Does not tickle my funny bone

Drudge links to a story about a documentary of comedians telling the world's dirtiest joke over and over. The article describes the basic story of the joke, and even with all the expletives added by any imagination, I don't get the punch line or find it funny.

So what's the joke? Basically, it's this: a guy walks into a talent agent's office and says he has a terrific family act. The act, the guy explains, involves a husband who comes out onstage with his wife and two kids.

What follows is the part that can't be told in this publication, or most others, but it's the point at which each comedian in the film cuts loose in a can-you-top-this exercise in pornographic oratory. Cut to the kicker where the talent agent asks, What's the name of the act? The answer comes: the Aristocrats.

The point of the joke, and the film, may be freedom of expression, or self-censorship, or what happens among professional comedians behind closed doors. But for practical purposes, the joke is so absurdly obscene that the viewer is shocked into hilarity, or deep offense. Or possibly both.

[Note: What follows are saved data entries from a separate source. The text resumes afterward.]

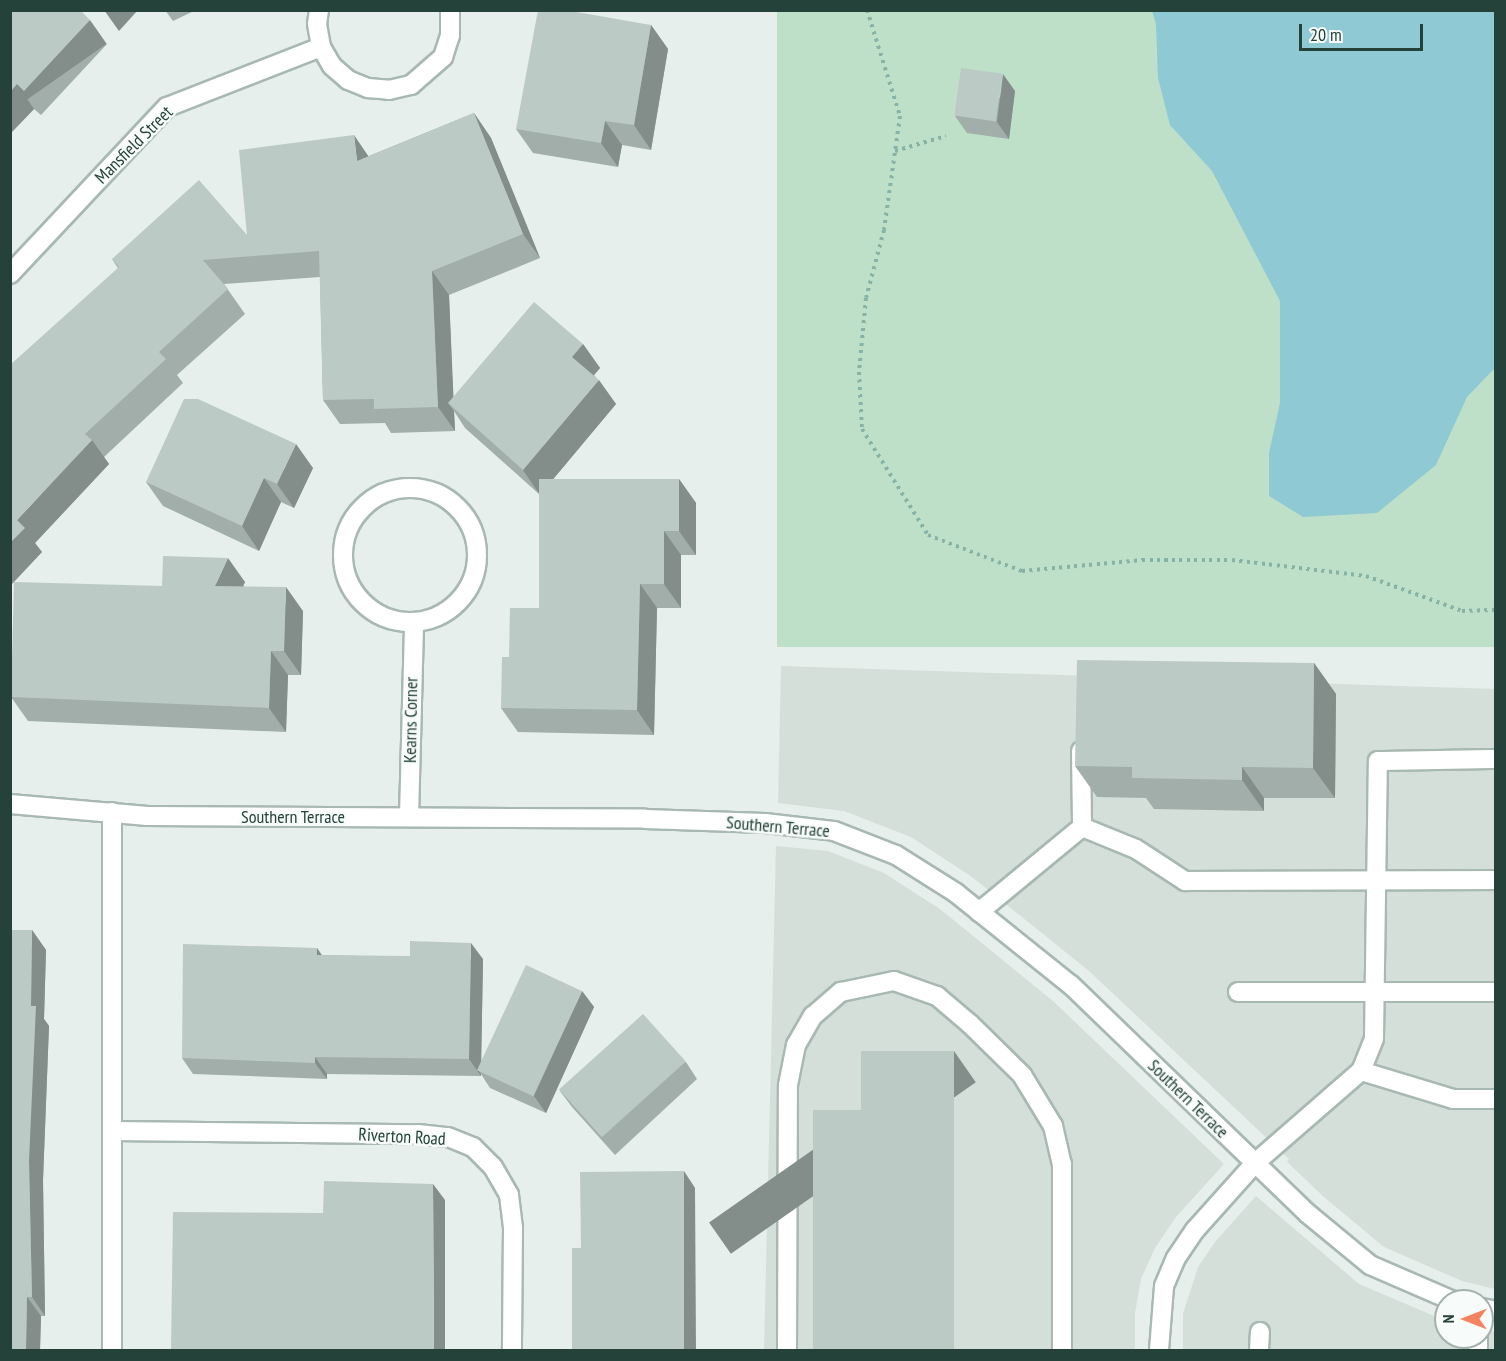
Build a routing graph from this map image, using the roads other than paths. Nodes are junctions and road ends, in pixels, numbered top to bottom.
1 (319, 10) edge
2 (450, 10) edge
3 (321, 47) junction
4 (10, 274) edge
5 (414, 622) junction
6 (1081, 732) edge
7 (1496, 759) edge
8 (10, 804) edge
9 (112, 813) junction
10 (409, 817) junction
11 (1082, 827) junction
12 (1496, 880) edge
13 (1377, 881) junction
14 (979, 912) junction
15 (1238, 992) dead end
16 (1375, 993) junction
17 (1496, 993) edge
18 (1361, 1071) junction
19 (1496, 1099) edge
20 (113, 1131) junction
21 (1256, 1163) junction
22 (1434, 1293) edge
23 (112, 1350) edge
24 (512, 1350) edge
25 (787, 1350) edge
26 (1062, 1350) edge
27 (1159, 1350) edge

1 - 3 street
2 - 3 street
3 - 4 street, Mansfield Street
5 - 5 street
5 - 10 street, Kearns Corner
6 - 11 street
7 - 13 street
8 - 9 street, Southern Terrace
9 - 10 street, Southern Terrace
9 - 20 street
10 - 14 street, Southern Terrace
11 - 13 street
11 - 14 street
12 - 13 street
13 - 16 street
14 - 21 street, Southern Terrace
15 - 16 street
16 - 17 street
16 - 18 street
18 - 19 street
18 - 21 street
20 - 23 street
20 - 24 street, Riverton Road
21 - 22 street, Southern Terrace
21 - 27 street
25 - 26 street

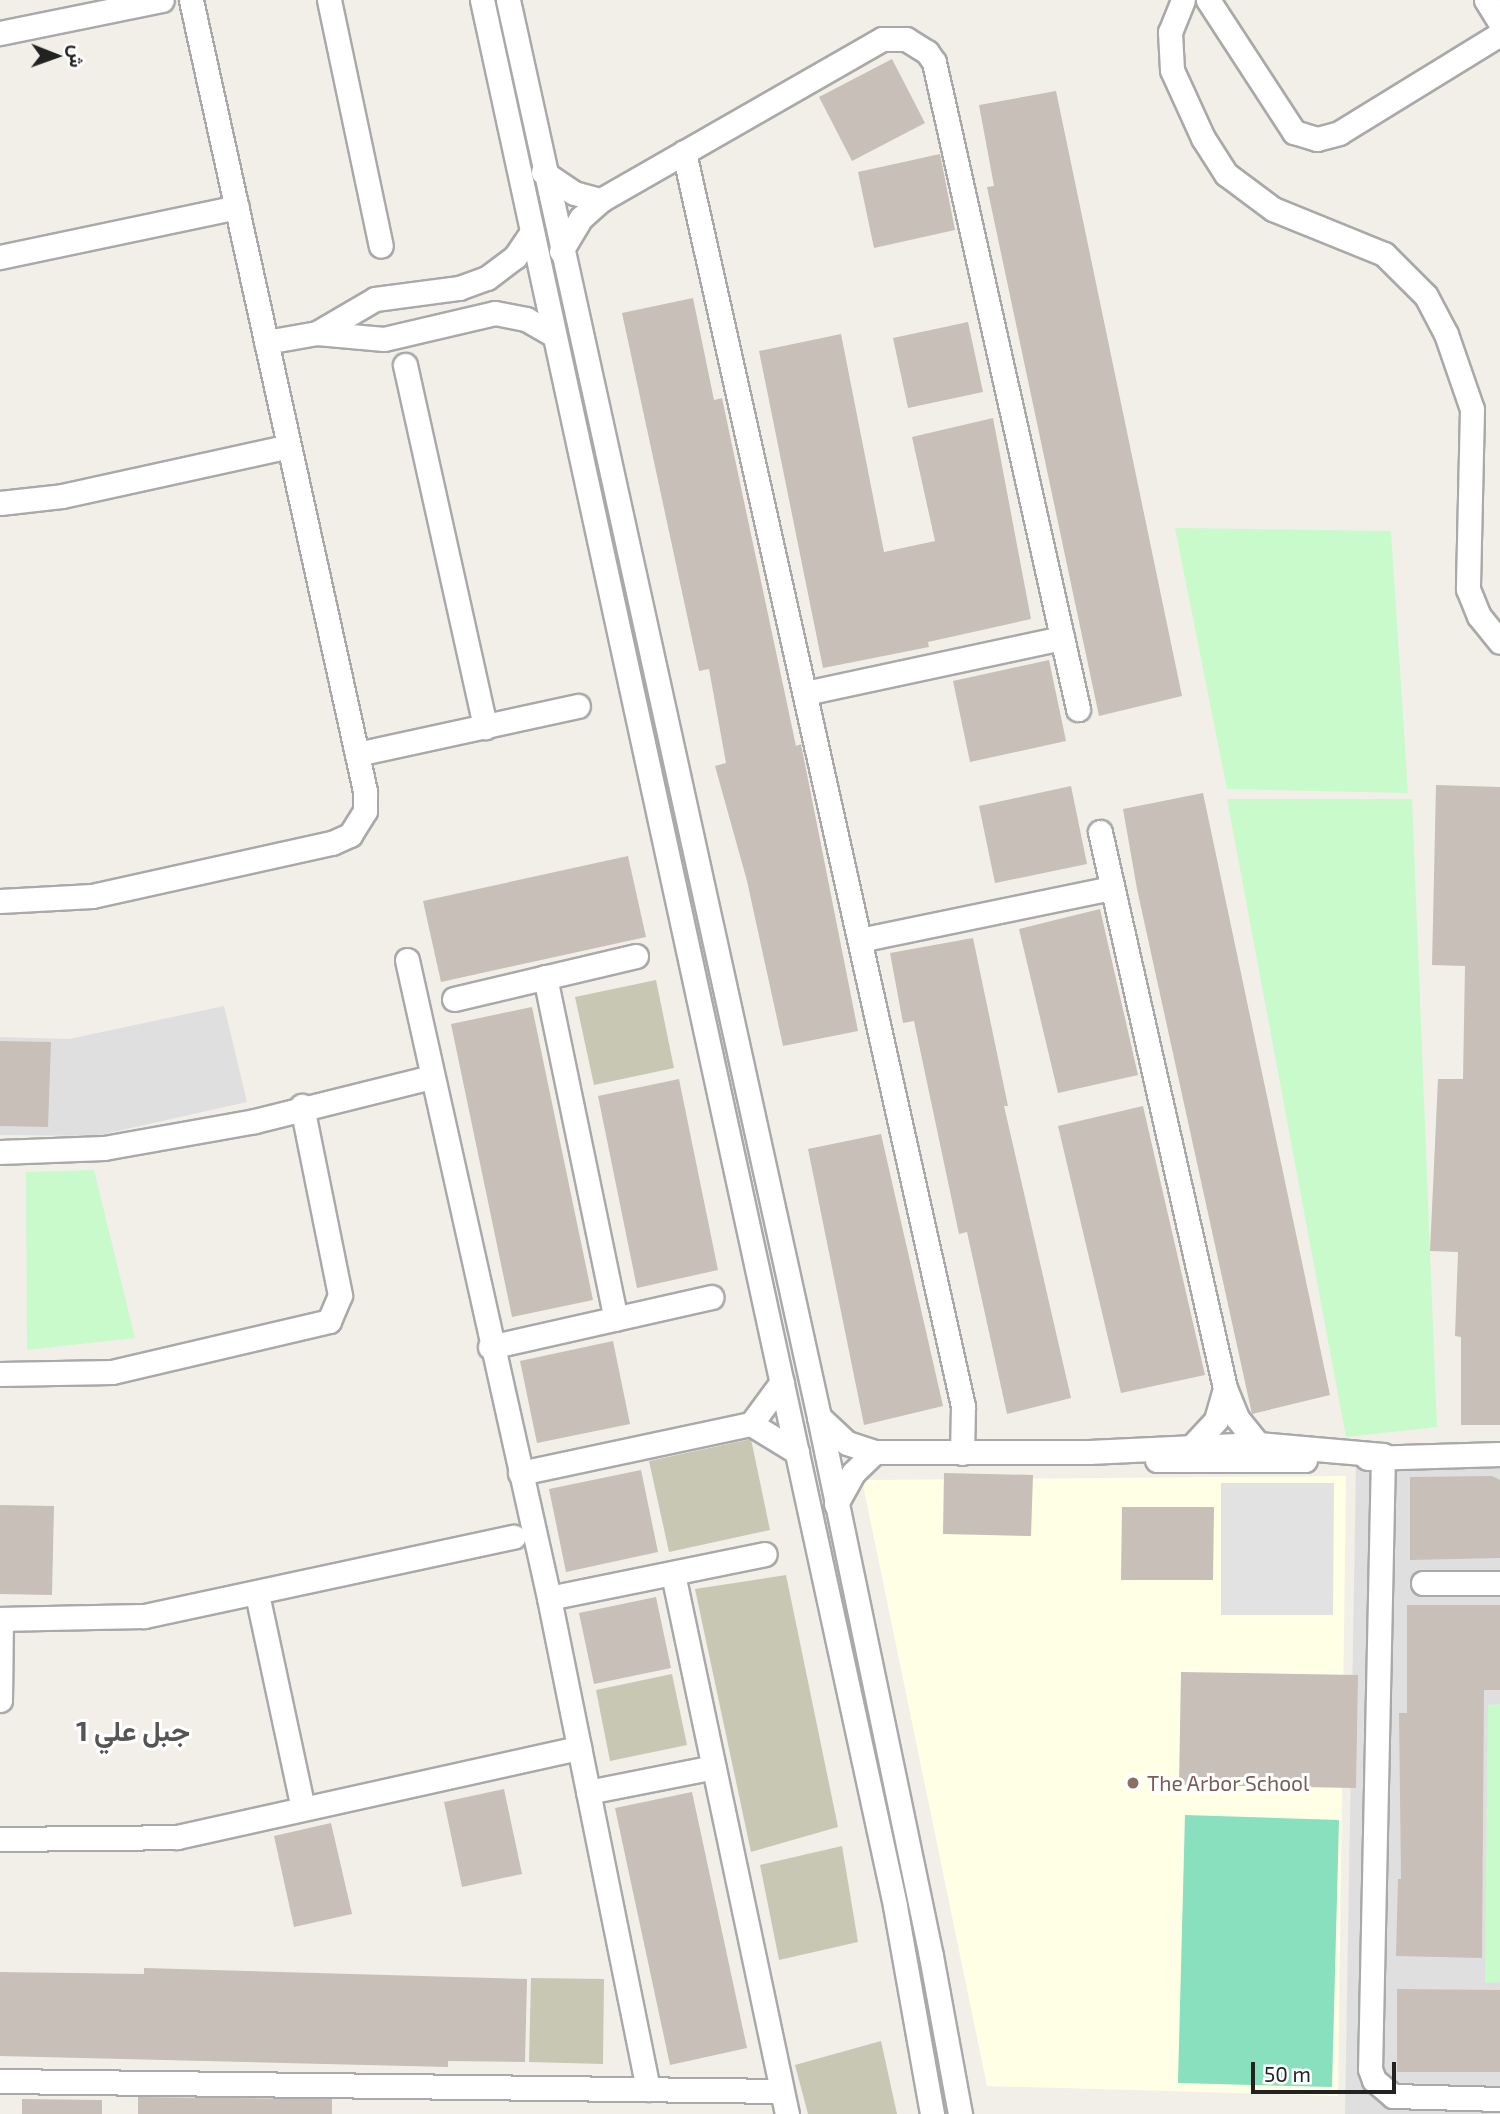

Okay, I can see where the ribald might become funnier and funnier as it escalates levels of obscenity, but the capper, the punch line of "the Aristocrats", well that might have worked in France or England 100-200 years ago, but as an American, it simply means nothing much to me.

There is something peculiar about so many comedians who find the height of hilarity lying in bathroom humor and obscene sex talk. I think we are talking about seriously disturbed creatures stuck in basicly creepy adolescence.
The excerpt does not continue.